**PROBLEM DESCRIPTION**
Starting at the line that contains "Write the network", set down each line exactly until the records end, keeping both ends and adding nothing.

**DATA FOR THIS TASK**
════════════════
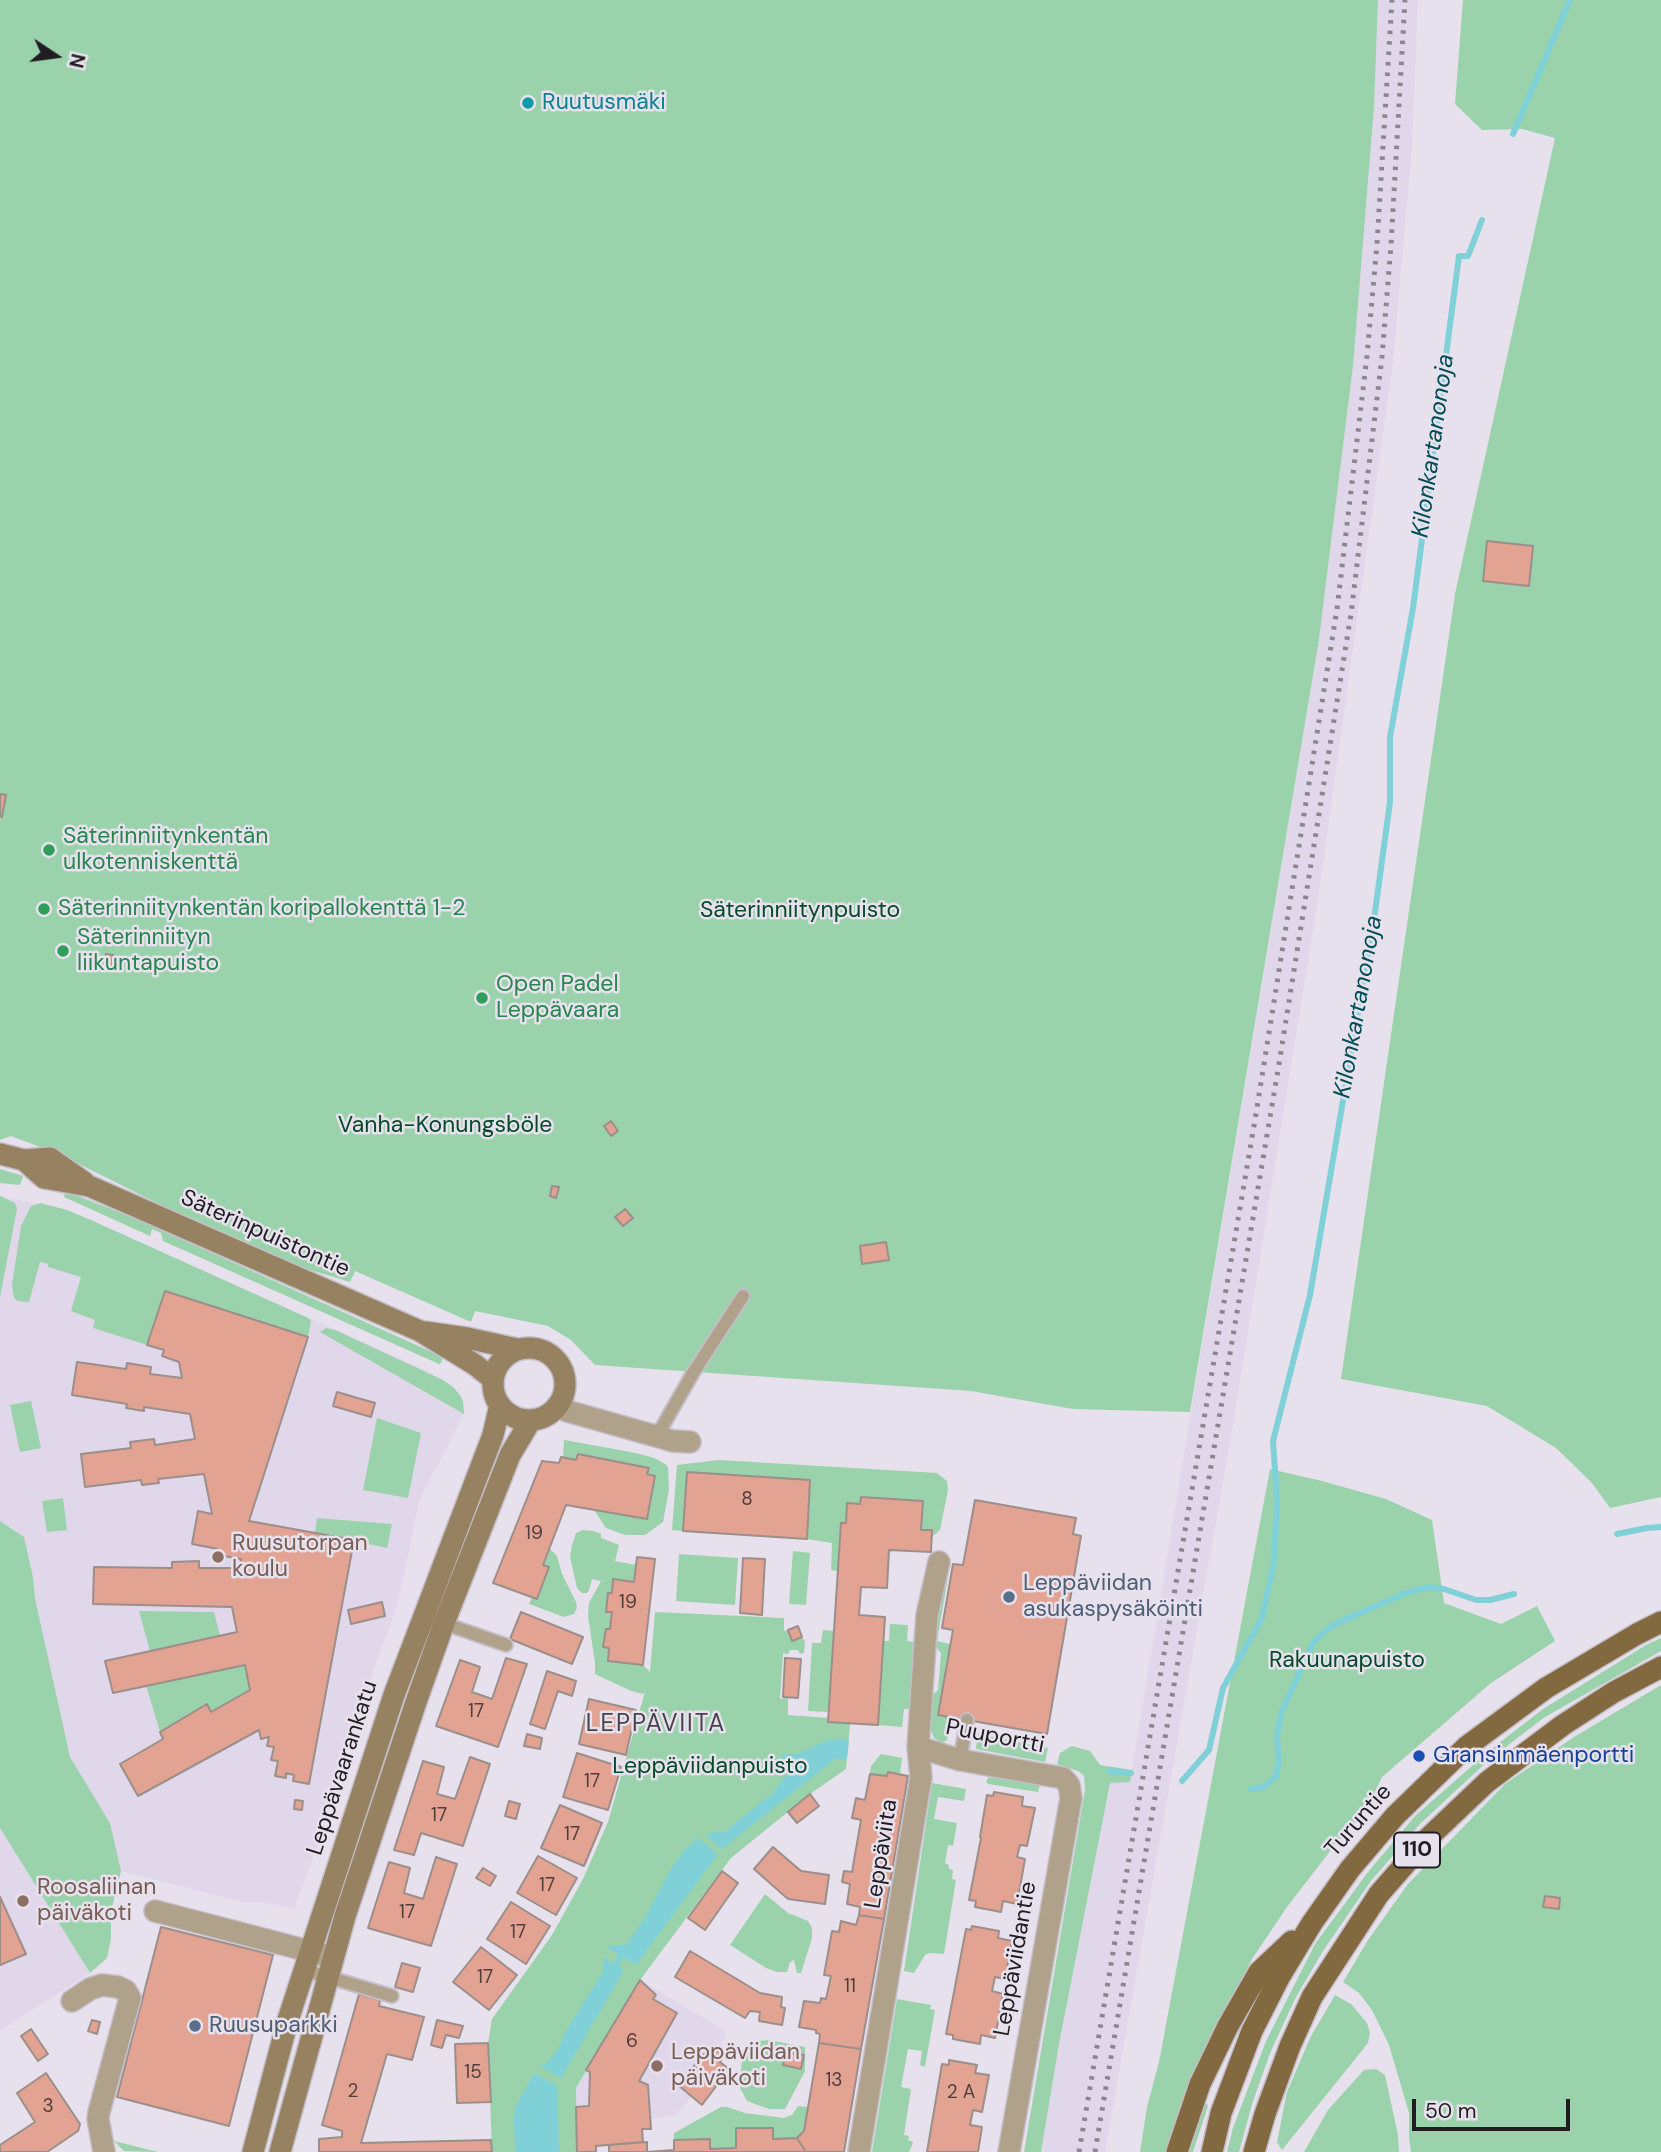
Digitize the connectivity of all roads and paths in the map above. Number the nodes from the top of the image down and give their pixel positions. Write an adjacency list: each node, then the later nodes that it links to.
1 (0, 1154): 3 (main road, Säterinpuistontie)
2 (743, 1296): 9 (lane)
3 (420, 1331): 4 (main road, Säterinpuistontie); 5 (main road, Säterinpuistontie)
4 (517, 1349): 5 (main road); 7 (main road)
5 (493, 1379): 6 (main road)
6 (500, 1405): 8 (main road); 12 (main road, Leppävaarankatu)
7 (557, 1406): 8 (main road); 9 (street)
8 (531, 1420): 14 (main road)
9 (657, 1436): 10 (street)
10 (690, 1441)
11 (939, 1562): 18 (street, Leppäviita)
12 (422, 1615): 14 (lane); 23 (main road, Leppävaarankatu)
13 (1661, 1622): 22 (main road, Turuntie / 110)
14 (444, 1623): 15 (lane); 24 (main road)
15 (506, 1645)
16 (1661, 1667): 34 (main road, 110)
17 (967, 1720): 19 (lane)
18 (918, 1747): 19 (street, Puuportti); 30 (street, Leppäviita)
19 (960, 1760): 20 (street, Puuportti)
20 (1063, 1778): 31 (street, Leppäviidantie)
21 (155, 1911): 23 (street)
22 (1312, 1923): 32 (main road); 33 (main road, Turuntie / 110)
23 (307, 1961): 24 (street); 28 (main road, Leppävaarankatu)
24 (331, 1967): 25 (lane); 29 (main road)
25 (392, 1996)
26 (72, 2001): 27 (street)
27 (104, 2152)
28 (253, 2152)
29 (281, 2152)
30 (859, 2152)
31 (1009, 2152)
32 (1177, 2152)
33 (1212, 2152)
34 (1254, 2152)

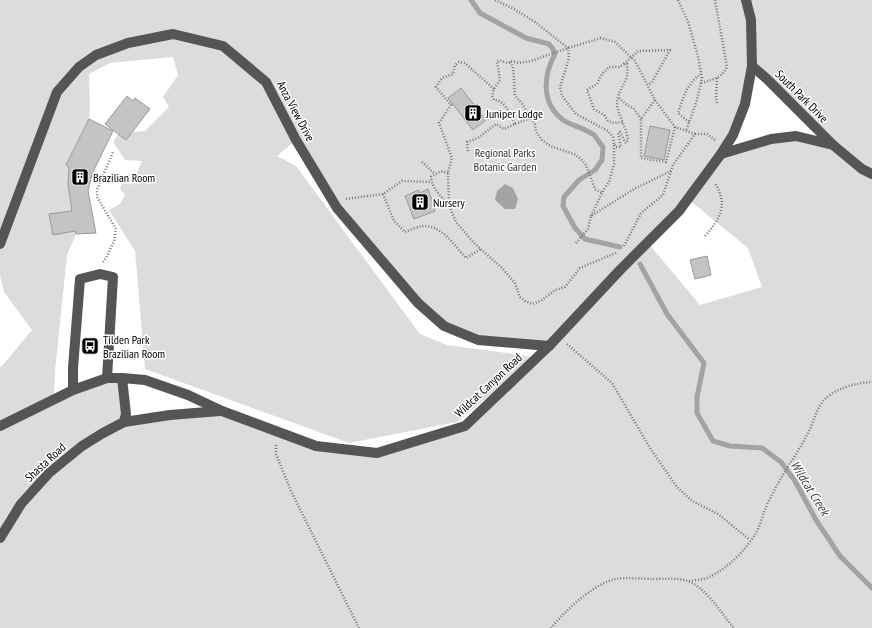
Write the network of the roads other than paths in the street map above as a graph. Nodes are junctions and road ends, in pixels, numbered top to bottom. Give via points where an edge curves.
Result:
════════════════
**OUTPUT FOR THIS TASK**
Write the network of the roads other than paths in the street map above as a graph. Nodes are junctions and road ends, in pixels, numbered top to bottom. Give via points where an edge curves.
Result:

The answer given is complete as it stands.